MLReef is an MLOPs platform focused on collaboration. In MLReef we aim to integrate all required value added steps in one platform.
Machine Learning is based on the convergence of two major elements, data and code with the goal to enable automated information processing. This very general concept provides our guidelines to create meaningful features with an underlying focus on collaboration between teams and throughout the entire MLReef community.
The following links provide documentation for each MLOps stage:
|Data vs code repositories
|Types of GIT repositories.
|Data pipeline types
|Data pipelines and experiments.
|Publishing code repositories
|Accessing code repositories in pipelines.
|All about discoverability of community content.
You will find two different types of git repositories:
- Data repositories: For hosting ML projects.
- Code repositories: For hosting data operators.
Data repositories host ML projects
We like to call them data repositories because
- they host the data and data pipelines to create ML models and
- since they are as standard based on git lfs.
You can create or access existing projects through ML projects.
The goal within data repositories is to cover the actual value added steps in creating and deploying a ML model.
In the next chapter we will talk about the different data pipelines existing in data repositories.
In MLReef you can find three different types of data pipelines:
- Data visualization pipelines
- Data processing pipelines (called DataOps)
- Experiment pipelines
All these are found within ML projects (data repositories), where you can use your data for processing.
You can view more detailed information about each pipeline in the corresponding section:
|Pipeline to create data visualizations.
|Pipeline for automated processing of your data.
|Pipeline to create ML models.
As described in the chapter Data vs code repositories, there exist two types of repositories for ML projects (data) and code (i.e. python scripts).
Within a ML project you can executing data pipelines.
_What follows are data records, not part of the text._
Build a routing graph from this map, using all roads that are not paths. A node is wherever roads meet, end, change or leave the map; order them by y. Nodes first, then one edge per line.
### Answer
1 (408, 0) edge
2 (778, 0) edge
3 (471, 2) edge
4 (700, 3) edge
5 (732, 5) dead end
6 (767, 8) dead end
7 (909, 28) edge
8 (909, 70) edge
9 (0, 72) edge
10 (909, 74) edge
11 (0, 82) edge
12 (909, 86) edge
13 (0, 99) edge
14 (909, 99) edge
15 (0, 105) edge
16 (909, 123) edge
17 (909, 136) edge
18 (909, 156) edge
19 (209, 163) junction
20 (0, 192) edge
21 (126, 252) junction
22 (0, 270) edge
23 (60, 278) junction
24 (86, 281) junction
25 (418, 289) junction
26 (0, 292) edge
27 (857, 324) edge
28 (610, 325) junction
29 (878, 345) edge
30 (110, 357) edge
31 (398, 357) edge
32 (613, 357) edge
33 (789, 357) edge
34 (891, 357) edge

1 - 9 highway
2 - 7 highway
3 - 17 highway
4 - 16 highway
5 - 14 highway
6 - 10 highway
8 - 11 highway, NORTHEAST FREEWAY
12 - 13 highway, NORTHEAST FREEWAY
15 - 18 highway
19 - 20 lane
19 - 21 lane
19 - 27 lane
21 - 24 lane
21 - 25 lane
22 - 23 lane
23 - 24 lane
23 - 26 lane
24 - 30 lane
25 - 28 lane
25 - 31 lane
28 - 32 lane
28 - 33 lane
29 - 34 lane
The elements of each pipeline is:
- data (stored in data repositories)
- code (stored in code repositories)
To make a code repository (i.e. script) available in a data pipeline, one must first publish the code repository. Publishing means, that a code repository will either be publicly or privately (dependent on the visibility level of the repository) available within the corresponding pipeline:
- Scripts from DataOps repositories will be available in the DataOps pipeline.
- Scripts from Data Visualization repositories will be available in the Data Visualization pipeline.
- Scripts from Model repositories will be available in the Experiment pipeline.
The concept of data vs code repositories is to separate concerns and to have full reproducibility and easy accessability.
Here you can find a detailed chapter for publishing.
Independent of any publishing process as described above, all repositories (data and code) are accessible and discoverable in the marketplace.
The major differentiations are:
A repository can either be found in:
- ML Projects = data repositories
- Models = code repositories
- Data Ops = code repositories
- Data Visualizations = code repositories
When creating a new project (e.g. ML project, a Model) you can select the visibility - either as private or as public.
Private: These repositories are only accessible by you or by your project members. Public: These repositories are accessible to everyone.
Projects can either be external (not owned by you) or owned by you or your group. You will find owned projects under the My xxx tab, wheras not owned projects can be found in the Explore tab.
You can take ownership of an external project by forking the project.